* **Aim of the exercise**
Go through the material underneath and show every line where the string "Number" occurs.

* **Material for this exercise**
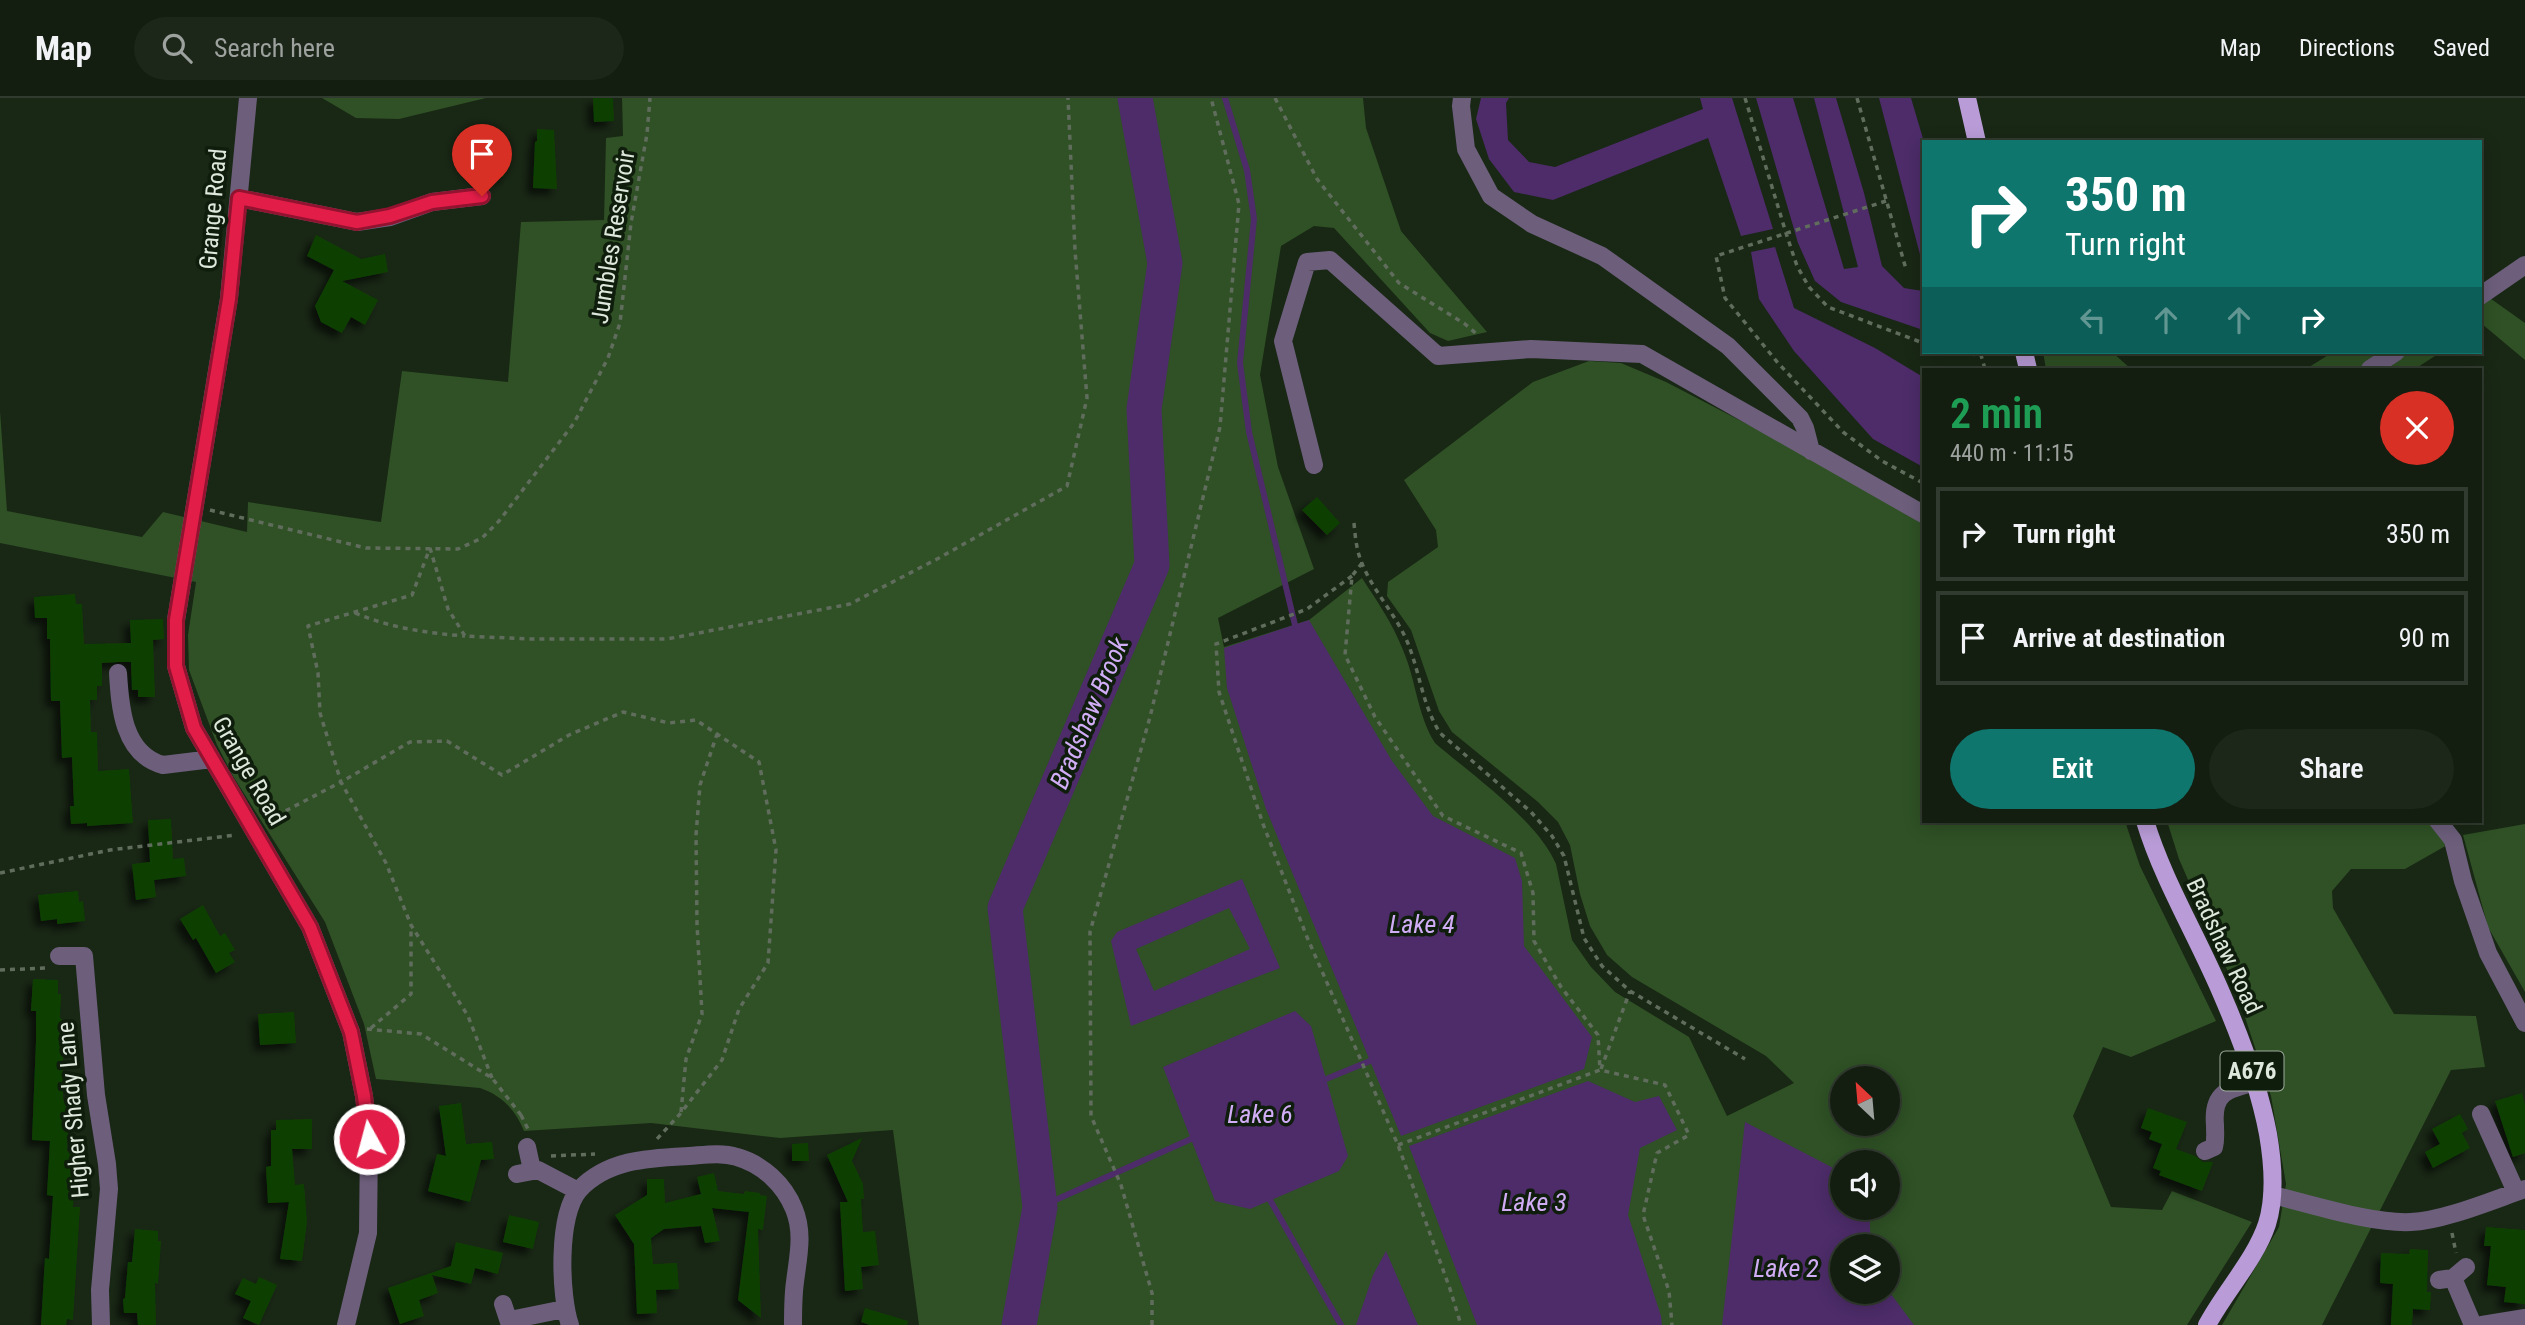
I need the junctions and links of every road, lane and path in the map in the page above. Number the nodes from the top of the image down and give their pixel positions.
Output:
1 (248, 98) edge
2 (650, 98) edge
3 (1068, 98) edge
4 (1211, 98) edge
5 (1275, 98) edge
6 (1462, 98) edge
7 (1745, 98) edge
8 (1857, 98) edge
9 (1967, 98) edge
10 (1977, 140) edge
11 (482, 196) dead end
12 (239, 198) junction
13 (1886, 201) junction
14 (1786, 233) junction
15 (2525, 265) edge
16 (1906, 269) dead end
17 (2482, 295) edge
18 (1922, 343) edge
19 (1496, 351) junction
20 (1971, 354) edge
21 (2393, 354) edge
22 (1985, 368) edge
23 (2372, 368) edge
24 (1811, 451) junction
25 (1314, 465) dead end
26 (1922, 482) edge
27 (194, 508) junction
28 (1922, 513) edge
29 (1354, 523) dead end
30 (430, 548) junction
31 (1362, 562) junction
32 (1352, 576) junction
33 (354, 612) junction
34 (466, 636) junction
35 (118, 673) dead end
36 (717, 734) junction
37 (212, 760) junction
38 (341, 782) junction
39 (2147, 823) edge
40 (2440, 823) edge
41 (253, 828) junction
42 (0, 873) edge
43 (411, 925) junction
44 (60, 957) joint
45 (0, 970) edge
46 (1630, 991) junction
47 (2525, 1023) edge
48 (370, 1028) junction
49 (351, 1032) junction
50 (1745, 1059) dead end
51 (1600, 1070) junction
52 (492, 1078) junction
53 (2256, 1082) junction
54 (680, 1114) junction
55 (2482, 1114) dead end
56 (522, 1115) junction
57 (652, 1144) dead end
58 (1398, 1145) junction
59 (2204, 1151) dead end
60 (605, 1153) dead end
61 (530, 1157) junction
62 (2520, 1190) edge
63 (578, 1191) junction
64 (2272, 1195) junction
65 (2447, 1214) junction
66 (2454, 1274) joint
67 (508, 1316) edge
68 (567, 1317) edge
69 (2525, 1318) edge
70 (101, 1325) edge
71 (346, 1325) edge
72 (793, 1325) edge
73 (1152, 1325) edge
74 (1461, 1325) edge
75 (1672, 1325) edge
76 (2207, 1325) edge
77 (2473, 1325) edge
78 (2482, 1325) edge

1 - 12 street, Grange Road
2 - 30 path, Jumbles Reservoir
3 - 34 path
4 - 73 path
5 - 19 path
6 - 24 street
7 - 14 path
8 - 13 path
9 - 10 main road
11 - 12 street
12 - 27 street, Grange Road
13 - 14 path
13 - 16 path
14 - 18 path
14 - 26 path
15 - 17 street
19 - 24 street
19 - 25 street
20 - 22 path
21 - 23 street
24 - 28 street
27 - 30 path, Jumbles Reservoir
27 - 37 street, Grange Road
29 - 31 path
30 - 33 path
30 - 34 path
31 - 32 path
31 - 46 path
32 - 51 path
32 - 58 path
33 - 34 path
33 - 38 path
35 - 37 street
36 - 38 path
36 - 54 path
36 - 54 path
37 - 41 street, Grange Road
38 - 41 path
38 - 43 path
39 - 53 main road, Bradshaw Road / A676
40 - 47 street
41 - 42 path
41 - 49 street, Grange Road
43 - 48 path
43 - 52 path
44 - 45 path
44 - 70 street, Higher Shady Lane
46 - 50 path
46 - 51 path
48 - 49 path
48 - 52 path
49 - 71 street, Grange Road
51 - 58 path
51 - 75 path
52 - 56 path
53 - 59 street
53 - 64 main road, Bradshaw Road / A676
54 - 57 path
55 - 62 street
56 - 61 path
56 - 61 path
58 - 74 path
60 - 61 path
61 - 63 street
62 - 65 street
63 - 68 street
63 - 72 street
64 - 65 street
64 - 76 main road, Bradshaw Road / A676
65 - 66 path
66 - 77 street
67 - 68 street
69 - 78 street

* * *

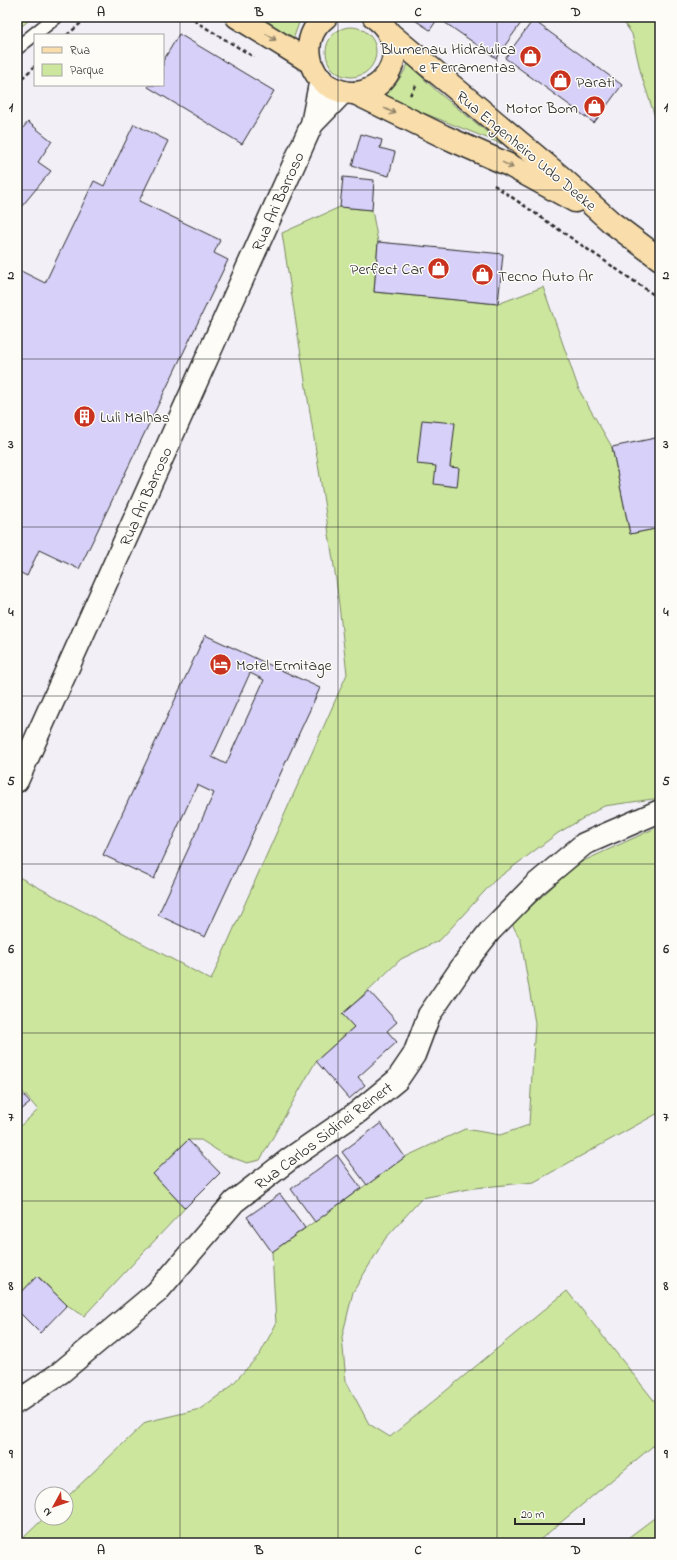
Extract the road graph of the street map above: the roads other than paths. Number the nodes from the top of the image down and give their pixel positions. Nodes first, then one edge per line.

* **Answer to this task**
I need the junctions and links of every road, lane and path in the map in the page above. Number the nodes from the top of the image down and give their pixel positions.
Extract the road graph of the street map above: the roads other than paths. Number the nodes from the top of the image down and give their pixel positions. Nodes first, then one edge per line.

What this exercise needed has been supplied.